TASK INPUT
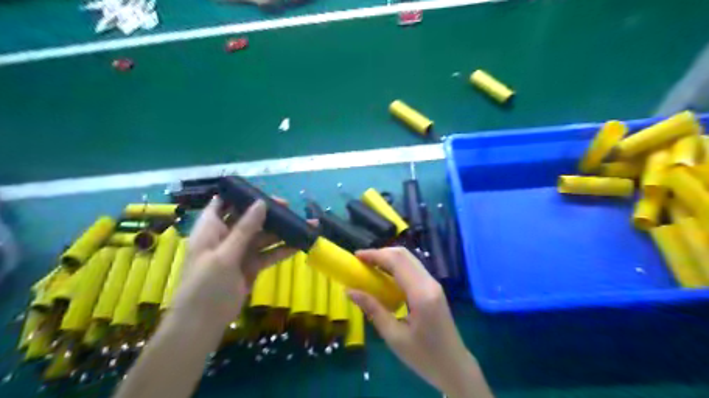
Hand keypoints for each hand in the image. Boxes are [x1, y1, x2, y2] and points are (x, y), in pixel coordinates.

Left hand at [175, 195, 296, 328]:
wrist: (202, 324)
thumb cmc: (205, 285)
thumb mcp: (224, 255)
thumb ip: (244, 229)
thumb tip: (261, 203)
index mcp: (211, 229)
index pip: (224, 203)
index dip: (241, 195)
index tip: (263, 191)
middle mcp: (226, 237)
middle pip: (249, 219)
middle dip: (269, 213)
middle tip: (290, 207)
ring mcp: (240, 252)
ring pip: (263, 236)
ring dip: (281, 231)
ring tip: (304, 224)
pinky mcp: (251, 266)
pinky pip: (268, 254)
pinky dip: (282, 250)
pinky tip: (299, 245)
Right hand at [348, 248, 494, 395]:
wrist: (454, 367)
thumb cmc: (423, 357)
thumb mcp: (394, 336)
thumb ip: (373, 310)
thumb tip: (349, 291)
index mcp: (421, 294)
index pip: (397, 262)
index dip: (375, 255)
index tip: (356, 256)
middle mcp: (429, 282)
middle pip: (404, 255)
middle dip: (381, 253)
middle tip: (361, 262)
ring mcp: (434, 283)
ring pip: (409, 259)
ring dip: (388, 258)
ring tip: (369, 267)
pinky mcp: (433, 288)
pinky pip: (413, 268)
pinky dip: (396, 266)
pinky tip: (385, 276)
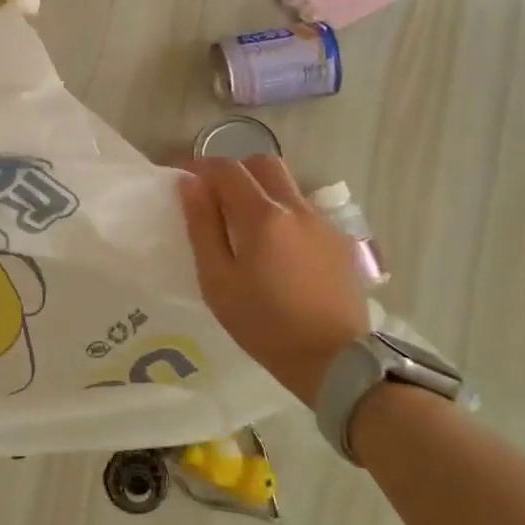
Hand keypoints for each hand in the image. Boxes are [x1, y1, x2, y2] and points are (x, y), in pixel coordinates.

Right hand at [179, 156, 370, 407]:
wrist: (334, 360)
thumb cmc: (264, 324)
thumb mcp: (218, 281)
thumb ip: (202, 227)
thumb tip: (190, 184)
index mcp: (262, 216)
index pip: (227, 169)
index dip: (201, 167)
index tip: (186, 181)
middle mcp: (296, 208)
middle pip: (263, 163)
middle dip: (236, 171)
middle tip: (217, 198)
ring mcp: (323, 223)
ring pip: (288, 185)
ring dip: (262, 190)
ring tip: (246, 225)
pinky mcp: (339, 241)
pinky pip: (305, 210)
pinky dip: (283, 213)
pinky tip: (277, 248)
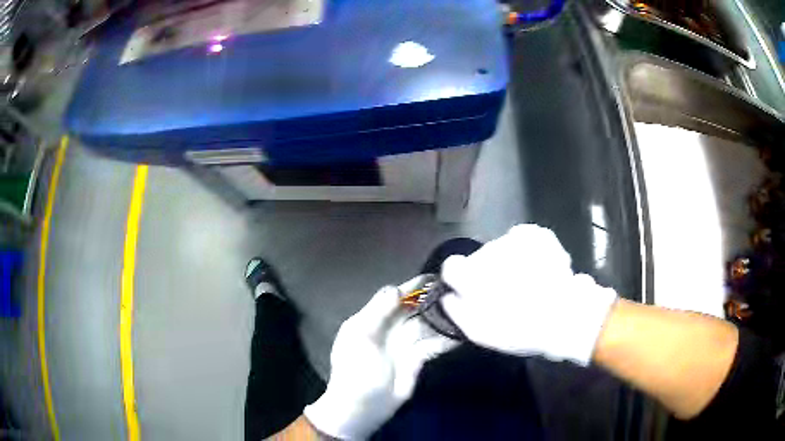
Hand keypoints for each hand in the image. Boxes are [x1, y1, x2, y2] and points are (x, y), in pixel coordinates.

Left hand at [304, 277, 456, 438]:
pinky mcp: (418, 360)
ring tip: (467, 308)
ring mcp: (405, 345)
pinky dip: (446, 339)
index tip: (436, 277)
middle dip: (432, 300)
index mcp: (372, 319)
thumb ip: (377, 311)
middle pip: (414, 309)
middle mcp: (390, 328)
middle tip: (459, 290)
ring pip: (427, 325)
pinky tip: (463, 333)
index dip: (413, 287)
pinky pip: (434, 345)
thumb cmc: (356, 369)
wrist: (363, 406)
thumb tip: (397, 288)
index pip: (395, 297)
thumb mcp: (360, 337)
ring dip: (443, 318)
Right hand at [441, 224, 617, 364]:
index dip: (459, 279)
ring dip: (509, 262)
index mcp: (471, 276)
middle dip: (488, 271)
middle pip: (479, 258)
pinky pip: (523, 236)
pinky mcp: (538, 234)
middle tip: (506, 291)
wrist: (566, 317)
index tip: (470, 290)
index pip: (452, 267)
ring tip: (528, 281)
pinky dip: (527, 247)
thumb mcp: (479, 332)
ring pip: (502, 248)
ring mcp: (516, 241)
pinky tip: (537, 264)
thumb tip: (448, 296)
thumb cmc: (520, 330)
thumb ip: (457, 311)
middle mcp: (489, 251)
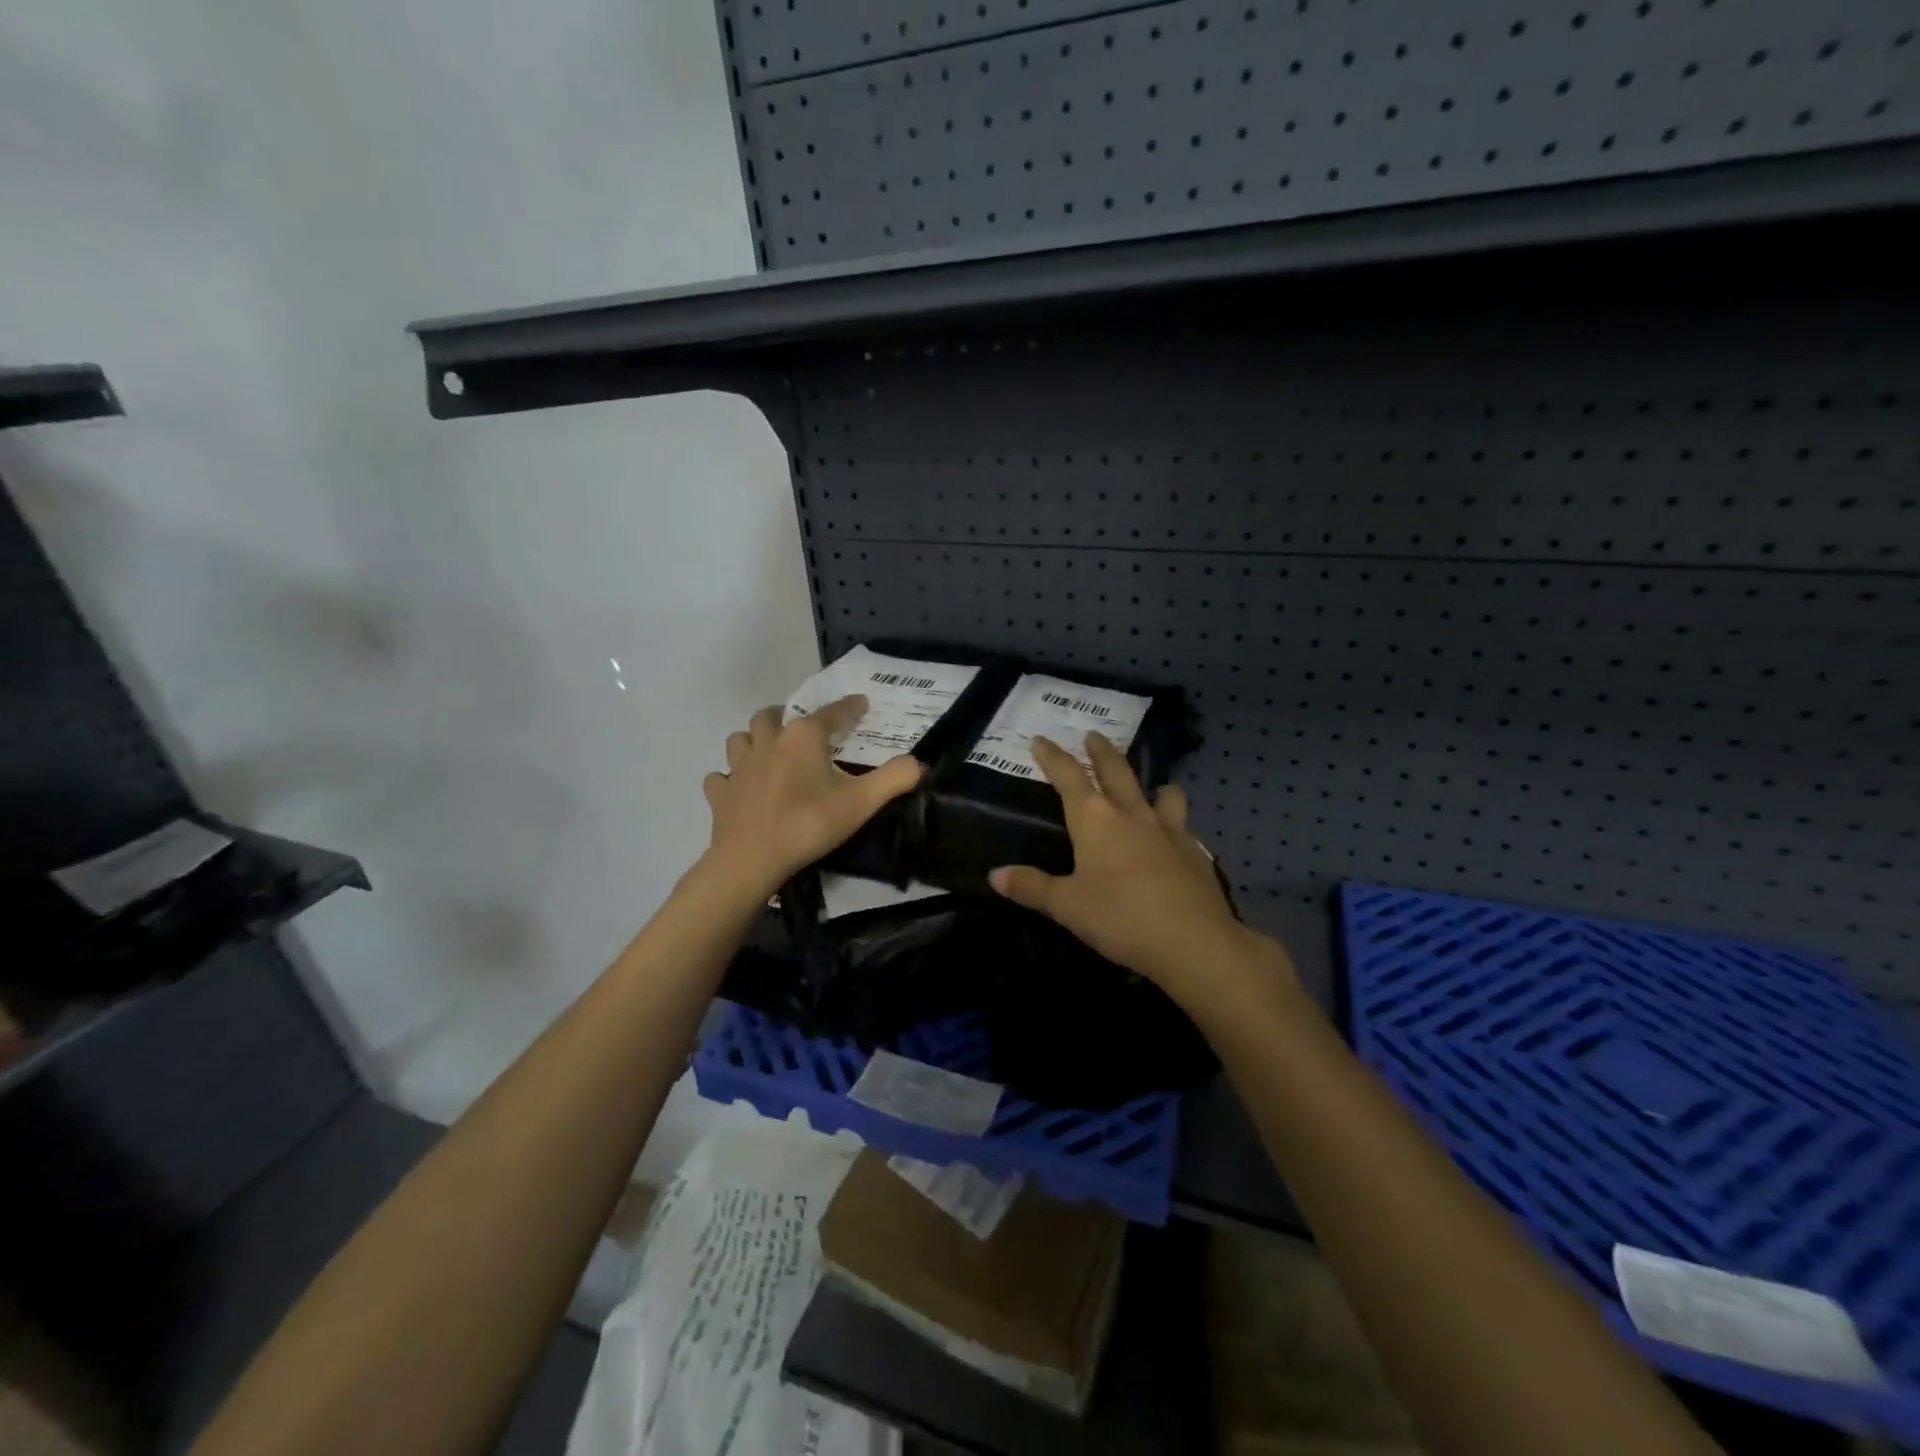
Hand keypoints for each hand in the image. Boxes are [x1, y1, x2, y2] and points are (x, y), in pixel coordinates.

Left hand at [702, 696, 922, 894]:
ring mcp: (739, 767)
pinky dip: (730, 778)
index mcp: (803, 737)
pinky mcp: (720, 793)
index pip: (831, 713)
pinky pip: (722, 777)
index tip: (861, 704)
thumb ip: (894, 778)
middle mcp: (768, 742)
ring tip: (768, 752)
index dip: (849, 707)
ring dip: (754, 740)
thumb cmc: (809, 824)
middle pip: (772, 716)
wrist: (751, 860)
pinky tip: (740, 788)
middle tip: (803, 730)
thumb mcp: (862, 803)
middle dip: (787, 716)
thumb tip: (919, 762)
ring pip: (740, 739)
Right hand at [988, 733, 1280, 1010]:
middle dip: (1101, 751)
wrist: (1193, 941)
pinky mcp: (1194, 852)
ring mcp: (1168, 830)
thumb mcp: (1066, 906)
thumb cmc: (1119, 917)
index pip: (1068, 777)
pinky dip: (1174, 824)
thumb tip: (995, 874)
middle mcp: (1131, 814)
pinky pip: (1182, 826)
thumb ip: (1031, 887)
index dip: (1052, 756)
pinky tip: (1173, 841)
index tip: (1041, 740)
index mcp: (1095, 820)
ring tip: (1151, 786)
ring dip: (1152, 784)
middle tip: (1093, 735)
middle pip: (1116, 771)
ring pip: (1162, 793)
--
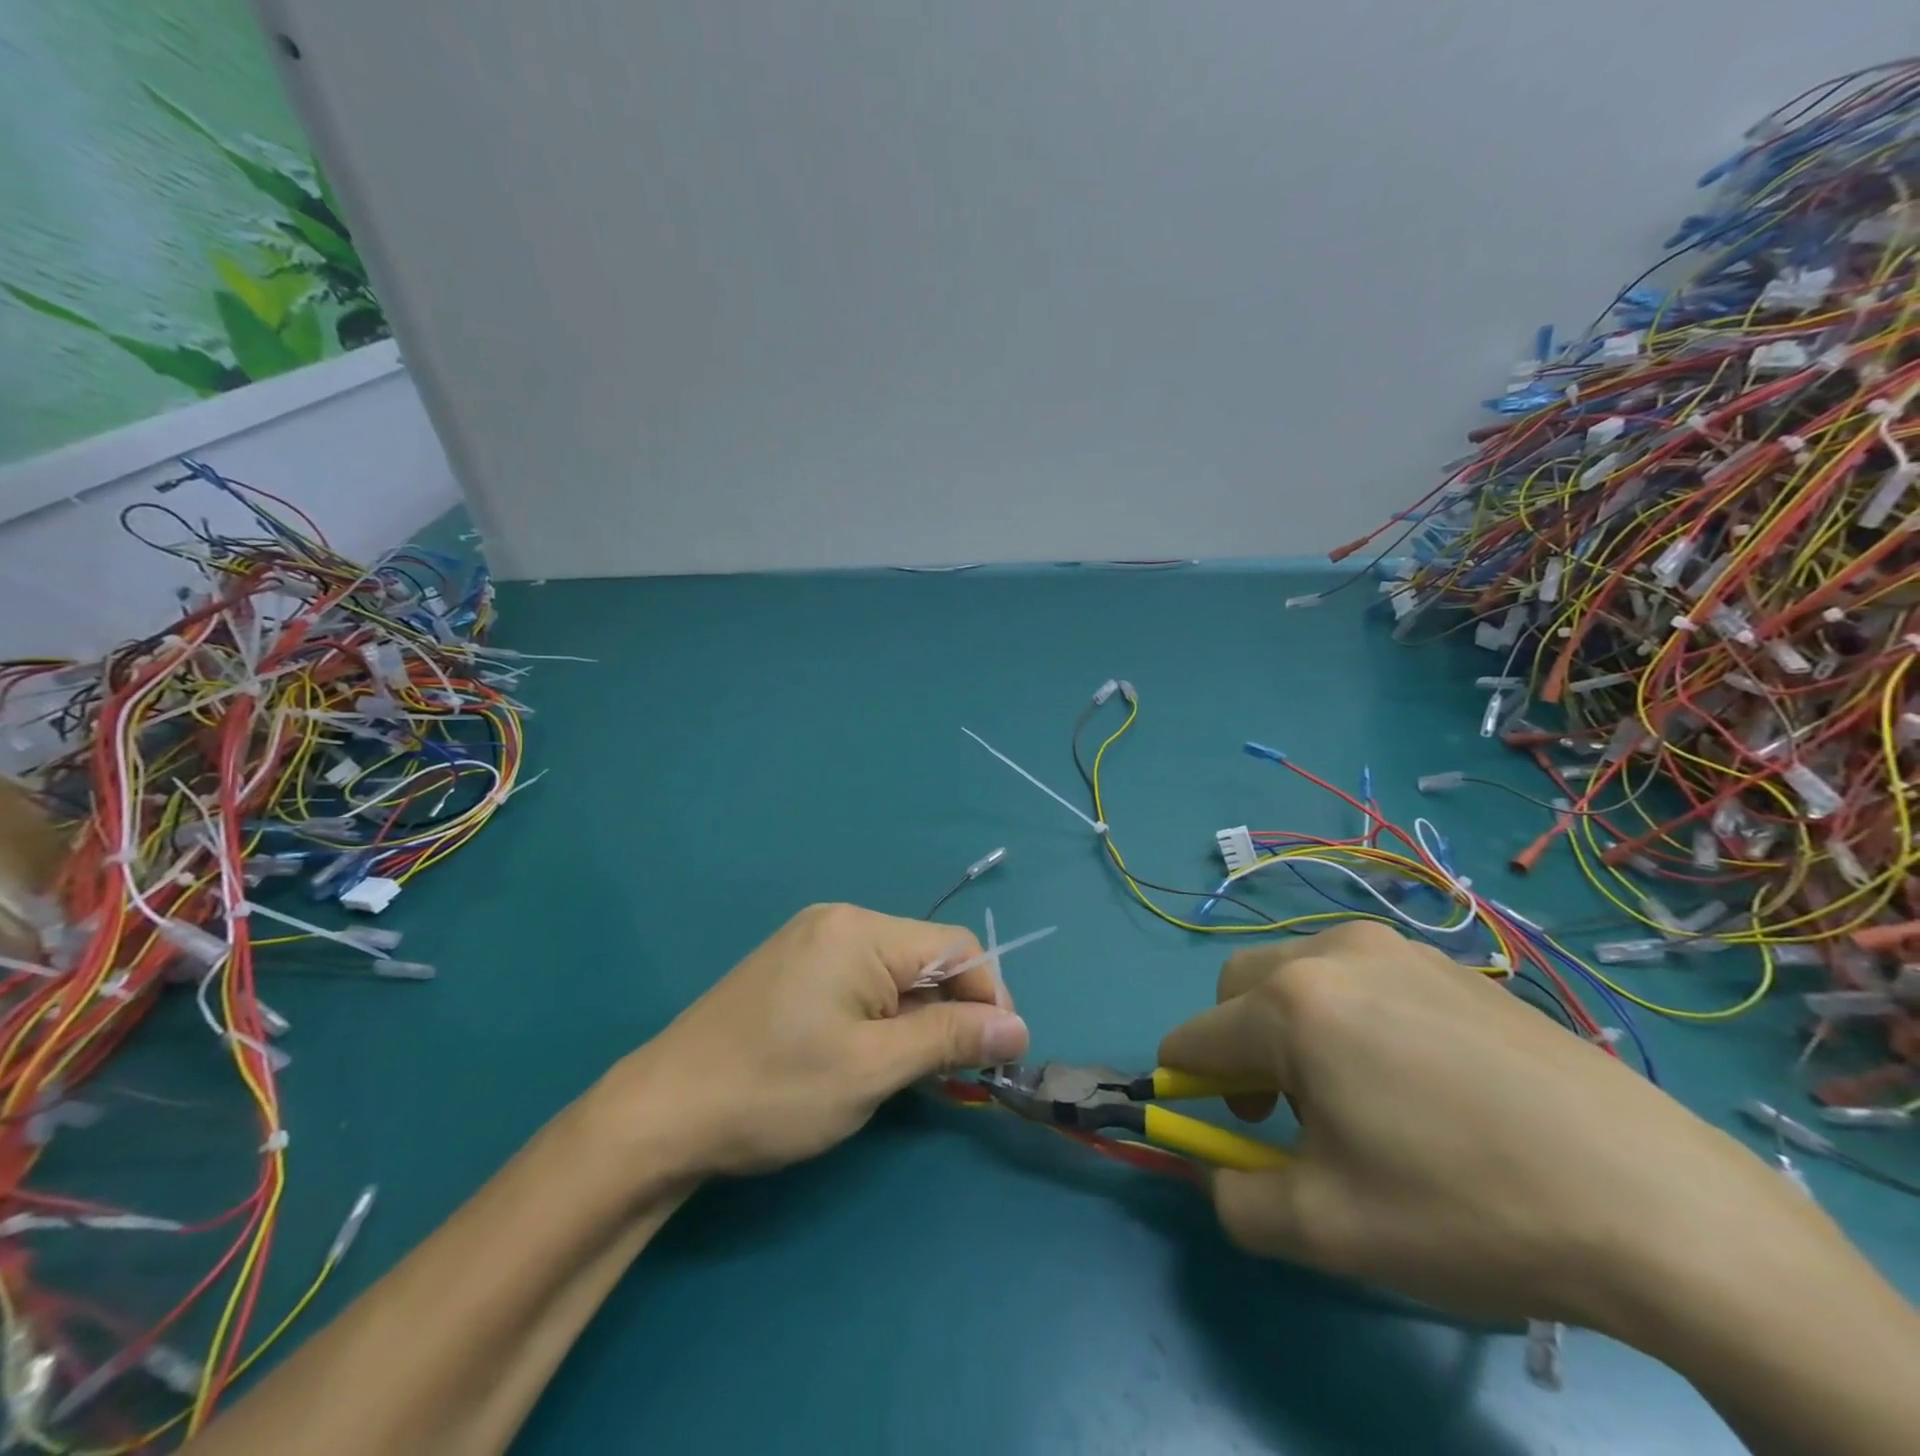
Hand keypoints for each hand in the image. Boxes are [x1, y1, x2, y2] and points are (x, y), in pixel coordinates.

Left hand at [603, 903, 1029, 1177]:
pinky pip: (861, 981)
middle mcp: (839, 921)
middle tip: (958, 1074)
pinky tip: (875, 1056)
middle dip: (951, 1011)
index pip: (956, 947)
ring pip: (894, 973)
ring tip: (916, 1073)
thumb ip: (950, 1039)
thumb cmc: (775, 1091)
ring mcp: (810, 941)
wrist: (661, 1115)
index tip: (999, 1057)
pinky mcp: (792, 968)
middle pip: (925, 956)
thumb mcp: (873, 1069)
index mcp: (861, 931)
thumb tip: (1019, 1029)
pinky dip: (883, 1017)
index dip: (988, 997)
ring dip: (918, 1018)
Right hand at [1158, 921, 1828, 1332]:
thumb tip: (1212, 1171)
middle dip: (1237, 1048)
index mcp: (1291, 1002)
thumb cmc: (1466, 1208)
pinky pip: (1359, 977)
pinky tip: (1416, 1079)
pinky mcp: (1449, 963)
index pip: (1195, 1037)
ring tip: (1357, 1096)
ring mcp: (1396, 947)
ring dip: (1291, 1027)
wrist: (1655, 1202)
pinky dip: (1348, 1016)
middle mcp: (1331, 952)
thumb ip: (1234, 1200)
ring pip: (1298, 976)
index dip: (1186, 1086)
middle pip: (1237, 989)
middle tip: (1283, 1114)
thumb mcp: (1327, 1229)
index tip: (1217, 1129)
==
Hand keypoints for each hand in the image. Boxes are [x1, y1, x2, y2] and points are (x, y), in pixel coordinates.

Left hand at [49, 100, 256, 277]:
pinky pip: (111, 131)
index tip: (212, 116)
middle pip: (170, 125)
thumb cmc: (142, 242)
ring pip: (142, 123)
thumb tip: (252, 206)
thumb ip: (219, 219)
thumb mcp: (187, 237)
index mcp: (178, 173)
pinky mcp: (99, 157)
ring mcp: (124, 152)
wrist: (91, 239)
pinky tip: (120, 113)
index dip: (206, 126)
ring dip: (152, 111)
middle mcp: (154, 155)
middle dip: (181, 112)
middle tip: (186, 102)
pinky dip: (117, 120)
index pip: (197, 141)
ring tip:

REQUIREMENT
Search the lines above for the string "Left" and copy each line that has it.

WRITTEN SOLUTION
Left hand at [175, 195, 296, 328]:
Left hand at [304, 277, 456, 438]:
Left hand at [702, 696, 922, 894]:
Left hand at [603, 903, 1029, 1177]:
Left hand at [49, 100, 256, 277]:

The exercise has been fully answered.